■ Task requirements ■
Every line of the material below that contains the string "República" must appear in the answer.

■ Record excerpts ■
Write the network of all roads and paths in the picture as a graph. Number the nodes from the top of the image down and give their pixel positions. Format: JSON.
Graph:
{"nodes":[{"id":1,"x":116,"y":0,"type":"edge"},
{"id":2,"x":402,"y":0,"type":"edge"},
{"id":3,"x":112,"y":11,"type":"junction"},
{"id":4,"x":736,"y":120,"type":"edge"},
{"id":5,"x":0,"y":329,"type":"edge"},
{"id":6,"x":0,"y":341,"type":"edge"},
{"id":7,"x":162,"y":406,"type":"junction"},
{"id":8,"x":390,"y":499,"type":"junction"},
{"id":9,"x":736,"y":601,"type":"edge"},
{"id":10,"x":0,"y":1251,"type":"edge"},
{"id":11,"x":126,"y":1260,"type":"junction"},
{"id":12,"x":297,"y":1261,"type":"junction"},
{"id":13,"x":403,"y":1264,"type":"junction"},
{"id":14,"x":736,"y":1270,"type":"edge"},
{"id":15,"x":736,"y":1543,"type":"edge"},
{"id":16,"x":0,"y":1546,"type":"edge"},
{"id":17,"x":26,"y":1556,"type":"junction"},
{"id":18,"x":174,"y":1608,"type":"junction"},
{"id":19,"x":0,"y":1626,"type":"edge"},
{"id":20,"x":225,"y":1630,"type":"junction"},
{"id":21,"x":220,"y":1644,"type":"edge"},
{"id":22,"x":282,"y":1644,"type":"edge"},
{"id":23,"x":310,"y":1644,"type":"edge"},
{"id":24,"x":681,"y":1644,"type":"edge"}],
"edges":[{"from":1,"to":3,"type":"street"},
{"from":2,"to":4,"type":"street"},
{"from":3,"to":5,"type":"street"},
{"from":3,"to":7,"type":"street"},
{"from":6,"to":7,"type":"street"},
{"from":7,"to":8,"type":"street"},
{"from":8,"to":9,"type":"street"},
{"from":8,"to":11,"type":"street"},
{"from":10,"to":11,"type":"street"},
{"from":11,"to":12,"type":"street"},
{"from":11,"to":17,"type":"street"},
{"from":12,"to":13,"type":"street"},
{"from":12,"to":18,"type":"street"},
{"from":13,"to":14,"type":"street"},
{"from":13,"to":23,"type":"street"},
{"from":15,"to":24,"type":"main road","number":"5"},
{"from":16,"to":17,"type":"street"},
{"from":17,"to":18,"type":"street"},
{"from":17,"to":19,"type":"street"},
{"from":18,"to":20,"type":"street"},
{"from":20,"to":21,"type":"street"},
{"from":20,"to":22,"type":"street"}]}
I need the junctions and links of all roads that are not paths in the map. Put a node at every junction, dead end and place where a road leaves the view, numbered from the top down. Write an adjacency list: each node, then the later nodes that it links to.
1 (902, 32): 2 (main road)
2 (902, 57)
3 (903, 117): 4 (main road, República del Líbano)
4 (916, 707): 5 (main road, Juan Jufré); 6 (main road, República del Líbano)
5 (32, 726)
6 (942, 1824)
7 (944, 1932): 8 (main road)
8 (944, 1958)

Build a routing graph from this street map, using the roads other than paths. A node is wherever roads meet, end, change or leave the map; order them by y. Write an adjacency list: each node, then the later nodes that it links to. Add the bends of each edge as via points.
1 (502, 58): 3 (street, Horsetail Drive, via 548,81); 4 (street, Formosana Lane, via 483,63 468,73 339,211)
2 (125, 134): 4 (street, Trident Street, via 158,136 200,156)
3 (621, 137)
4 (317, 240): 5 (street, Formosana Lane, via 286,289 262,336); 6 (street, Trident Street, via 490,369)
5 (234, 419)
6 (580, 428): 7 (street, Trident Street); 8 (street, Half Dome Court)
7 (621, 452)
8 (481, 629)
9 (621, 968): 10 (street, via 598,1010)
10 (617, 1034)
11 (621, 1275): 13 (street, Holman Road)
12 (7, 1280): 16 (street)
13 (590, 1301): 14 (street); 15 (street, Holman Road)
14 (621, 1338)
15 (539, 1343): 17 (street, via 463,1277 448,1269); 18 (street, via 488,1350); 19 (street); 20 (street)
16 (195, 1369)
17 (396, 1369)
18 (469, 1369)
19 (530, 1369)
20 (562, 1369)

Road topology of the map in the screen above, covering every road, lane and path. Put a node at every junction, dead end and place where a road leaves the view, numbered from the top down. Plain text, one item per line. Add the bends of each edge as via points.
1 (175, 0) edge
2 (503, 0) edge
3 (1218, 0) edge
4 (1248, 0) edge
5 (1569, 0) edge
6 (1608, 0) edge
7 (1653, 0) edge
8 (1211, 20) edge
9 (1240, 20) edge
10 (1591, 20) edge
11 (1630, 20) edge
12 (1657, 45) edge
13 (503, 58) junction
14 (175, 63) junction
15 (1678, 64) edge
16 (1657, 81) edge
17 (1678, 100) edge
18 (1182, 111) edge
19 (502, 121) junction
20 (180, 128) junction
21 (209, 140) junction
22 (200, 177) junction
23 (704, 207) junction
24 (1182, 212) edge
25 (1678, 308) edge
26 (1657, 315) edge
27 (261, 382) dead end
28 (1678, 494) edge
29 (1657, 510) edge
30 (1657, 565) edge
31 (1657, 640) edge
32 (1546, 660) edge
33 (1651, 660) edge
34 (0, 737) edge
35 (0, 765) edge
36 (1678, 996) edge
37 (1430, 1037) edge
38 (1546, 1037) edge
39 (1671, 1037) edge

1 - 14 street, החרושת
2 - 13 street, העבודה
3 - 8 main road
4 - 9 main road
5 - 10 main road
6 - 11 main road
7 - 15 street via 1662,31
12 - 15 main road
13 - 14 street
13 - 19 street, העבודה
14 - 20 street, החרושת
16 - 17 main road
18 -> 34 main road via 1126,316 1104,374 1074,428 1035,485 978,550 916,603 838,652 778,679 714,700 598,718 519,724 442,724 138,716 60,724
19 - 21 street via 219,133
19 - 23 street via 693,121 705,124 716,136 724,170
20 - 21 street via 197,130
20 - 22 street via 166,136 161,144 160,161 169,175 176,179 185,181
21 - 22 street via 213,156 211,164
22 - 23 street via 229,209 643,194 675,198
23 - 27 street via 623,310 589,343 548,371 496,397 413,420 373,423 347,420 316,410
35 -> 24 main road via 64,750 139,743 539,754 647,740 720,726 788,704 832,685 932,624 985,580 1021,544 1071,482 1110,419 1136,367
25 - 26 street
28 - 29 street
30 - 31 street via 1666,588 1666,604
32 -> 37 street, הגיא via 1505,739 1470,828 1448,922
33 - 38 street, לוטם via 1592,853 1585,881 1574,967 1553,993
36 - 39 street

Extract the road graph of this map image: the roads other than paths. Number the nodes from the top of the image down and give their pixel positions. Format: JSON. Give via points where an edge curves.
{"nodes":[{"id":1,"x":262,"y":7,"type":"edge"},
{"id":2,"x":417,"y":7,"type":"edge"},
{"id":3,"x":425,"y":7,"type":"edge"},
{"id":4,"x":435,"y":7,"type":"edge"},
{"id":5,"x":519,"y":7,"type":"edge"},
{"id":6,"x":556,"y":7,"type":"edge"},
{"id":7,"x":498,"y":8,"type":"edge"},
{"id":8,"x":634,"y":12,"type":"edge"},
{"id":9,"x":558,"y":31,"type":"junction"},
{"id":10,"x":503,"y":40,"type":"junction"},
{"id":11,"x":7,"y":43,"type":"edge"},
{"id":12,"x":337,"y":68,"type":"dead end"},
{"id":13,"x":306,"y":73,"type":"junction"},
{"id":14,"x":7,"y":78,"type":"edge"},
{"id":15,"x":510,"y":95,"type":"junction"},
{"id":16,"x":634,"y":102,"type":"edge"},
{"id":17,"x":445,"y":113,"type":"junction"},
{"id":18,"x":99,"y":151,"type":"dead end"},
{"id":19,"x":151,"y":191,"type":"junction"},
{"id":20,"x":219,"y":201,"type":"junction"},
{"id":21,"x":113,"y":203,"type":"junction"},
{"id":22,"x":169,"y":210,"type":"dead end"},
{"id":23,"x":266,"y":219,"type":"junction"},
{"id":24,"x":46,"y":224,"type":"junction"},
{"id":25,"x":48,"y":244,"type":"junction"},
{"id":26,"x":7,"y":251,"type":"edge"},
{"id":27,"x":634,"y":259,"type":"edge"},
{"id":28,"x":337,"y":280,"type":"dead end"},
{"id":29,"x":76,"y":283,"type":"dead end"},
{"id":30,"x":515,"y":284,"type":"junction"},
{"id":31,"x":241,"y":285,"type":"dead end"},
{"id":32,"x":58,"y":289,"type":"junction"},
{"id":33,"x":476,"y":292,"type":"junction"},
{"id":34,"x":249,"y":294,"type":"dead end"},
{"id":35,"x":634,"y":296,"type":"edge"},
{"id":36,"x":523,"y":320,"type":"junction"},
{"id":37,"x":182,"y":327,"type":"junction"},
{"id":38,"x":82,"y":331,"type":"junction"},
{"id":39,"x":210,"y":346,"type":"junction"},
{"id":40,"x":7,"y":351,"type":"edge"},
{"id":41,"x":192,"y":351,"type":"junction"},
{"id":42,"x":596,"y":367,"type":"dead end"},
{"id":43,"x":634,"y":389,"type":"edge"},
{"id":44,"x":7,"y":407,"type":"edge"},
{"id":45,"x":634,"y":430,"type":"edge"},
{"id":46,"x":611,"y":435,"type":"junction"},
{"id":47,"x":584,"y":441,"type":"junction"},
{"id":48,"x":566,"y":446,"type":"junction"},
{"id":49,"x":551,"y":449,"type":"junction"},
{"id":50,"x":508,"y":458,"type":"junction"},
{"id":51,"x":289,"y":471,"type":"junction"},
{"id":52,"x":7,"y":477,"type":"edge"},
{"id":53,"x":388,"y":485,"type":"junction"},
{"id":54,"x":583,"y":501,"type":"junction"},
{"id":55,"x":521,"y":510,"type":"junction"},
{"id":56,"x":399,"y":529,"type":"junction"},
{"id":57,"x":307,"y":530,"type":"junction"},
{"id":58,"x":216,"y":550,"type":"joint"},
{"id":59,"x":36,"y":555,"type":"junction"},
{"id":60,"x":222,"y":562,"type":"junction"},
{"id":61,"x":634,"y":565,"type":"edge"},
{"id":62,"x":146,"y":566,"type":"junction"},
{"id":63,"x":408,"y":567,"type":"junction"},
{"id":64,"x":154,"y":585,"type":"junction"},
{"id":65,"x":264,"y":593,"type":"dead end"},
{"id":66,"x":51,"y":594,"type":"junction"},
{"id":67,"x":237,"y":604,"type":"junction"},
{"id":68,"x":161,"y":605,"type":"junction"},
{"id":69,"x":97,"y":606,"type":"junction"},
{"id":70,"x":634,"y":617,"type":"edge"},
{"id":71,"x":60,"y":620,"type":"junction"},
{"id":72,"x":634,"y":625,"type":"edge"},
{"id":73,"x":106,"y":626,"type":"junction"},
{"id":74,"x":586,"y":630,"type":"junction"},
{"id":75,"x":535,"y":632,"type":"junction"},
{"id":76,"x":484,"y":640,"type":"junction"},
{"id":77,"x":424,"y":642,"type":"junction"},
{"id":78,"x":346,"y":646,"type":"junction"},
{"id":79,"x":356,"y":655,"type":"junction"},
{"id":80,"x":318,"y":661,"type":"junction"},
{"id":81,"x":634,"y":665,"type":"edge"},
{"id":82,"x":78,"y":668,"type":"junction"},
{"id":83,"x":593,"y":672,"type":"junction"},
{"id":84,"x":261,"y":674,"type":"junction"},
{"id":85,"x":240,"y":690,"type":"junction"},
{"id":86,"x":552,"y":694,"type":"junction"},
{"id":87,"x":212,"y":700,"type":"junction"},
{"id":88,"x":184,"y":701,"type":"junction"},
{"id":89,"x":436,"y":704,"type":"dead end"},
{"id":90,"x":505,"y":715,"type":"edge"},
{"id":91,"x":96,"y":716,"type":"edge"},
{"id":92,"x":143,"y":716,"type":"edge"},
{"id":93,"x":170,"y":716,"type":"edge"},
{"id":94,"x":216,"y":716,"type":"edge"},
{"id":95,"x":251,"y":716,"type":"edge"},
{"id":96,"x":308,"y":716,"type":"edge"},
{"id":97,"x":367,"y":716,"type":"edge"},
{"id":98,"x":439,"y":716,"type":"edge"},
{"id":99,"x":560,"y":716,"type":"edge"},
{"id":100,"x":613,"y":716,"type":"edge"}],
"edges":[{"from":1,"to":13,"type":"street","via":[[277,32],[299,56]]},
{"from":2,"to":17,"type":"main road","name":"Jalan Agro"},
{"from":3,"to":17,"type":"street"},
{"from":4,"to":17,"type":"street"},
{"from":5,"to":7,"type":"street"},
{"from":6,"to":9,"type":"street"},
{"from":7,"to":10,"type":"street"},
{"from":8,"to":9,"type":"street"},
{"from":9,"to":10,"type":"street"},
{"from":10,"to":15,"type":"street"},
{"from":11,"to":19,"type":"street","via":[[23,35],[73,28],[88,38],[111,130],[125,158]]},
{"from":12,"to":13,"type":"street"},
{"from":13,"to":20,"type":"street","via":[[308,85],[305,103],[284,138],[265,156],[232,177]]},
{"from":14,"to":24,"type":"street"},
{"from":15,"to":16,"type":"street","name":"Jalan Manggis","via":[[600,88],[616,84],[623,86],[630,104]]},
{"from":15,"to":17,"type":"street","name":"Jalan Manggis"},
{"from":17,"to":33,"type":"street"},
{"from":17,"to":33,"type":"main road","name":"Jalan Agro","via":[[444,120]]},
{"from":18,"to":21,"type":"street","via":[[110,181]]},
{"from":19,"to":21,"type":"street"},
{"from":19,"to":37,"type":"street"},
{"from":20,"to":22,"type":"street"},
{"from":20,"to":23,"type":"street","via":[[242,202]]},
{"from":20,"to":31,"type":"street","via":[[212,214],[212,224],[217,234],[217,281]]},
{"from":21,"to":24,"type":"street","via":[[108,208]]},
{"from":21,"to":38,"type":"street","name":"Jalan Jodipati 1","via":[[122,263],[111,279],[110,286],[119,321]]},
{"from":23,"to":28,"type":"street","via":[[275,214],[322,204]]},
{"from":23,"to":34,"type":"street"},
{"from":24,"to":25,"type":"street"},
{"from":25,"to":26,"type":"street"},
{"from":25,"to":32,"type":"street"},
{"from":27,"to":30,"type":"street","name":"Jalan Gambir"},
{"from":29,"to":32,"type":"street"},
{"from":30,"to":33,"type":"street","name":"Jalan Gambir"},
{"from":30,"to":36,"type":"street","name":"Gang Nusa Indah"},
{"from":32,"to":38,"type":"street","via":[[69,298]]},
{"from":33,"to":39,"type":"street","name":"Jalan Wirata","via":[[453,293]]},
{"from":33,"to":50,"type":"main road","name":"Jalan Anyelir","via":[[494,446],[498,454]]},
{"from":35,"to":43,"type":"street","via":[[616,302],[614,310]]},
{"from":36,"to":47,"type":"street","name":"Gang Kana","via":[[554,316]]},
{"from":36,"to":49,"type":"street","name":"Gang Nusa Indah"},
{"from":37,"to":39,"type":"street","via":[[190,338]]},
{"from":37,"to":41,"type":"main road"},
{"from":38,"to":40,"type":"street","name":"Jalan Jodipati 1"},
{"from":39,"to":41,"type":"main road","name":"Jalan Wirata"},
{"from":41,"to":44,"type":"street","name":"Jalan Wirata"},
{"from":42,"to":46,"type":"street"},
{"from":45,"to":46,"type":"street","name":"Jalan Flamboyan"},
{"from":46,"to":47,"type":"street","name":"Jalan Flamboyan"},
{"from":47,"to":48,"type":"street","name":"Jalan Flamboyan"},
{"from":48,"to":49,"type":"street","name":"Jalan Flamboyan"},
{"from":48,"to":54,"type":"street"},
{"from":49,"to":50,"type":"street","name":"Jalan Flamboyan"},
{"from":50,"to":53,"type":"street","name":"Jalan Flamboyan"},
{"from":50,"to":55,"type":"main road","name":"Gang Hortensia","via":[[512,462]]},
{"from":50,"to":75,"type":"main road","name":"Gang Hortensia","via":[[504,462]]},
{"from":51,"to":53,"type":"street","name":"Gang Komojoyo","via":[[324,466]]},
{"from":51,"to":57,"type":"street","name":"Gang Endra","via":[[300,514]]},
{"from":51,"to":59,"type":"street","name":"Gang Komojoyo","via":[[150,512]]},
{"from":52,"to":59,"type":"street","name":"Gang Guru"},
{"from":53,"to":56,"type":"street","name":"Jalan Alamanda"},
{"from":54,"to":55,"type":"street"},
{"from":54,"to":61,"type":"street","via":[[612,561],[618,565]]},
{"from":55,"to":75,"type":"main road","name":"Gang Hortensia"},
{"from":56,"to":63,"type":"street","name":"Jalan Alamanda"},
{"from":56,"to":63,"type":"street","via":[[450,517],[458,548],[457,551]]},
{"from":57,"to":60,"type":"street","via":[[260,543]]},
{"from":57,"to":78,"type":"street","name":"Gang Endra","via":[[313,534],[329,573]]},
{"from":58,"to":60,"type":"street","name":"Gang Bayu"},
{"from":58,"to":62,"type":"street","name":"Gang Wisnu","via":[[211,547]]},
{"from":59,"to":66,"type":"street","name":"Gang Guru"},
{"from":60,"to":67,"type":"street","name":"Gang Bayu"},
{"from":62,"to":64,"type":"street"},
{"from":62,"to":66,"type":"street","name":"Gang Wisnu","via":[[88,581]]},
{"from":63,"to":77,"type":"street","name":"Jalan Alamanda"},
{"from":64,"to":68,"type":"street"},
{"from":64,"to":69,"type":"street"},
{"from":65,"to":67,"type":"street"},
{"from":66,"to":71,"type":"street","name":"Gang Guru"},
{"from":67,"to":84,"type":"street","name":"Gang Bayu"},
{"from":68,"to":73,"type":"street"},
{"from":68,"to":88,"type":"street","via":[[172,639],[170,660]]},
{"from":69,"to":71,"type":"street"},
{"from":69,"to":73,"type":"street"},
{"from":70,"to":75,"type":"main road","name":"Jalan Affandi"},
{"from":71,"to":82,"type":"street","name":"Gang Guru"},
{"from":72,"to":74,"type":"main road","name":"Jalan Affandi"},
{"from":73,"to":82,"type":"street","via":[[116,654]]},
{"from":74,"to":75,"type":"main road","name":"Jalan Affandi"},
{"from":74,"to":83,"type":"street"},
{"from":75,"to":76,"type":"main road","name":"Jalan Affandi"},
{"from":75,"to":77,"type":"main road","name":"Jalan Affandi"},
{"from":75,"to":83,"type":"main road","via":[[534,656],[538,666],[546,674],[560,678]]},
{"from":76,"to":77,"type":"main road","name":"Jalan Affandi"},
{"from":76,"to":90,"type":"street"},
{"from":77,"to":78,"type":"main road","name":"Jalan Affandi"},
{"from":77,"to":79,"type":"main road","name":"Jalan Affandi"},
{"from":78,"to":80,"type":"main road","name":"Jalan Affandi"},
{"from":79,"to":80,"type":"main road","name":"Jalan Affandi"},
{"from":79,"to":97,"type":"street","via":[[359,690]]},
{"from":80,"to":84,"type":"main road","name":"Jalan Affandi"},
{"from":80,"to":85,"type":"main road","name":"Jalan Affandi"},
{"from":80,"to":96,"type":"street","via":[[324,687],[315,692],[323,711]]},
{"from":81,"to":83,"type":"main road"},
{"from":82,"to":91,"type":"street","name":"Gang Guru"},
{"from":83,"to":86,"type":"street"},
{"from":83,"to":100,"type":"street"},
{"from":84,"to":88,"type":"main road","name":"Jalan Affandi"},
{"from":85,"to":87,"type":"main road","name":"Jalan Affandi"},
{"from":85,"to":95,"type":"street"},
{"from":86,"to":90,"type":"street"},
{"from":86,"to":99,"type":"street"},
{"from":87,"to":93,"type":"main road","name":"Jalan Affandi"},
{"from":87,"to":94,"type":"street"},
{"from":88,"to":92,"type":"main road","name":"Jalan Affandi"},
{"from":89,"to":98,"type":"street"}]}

■ Response to this exercise ■
3 (903, 117): 4 (main road, República del Líbano)
4 (916, 707): 5 (main road, Juan Jufré); 6 (main road, República del Líbano)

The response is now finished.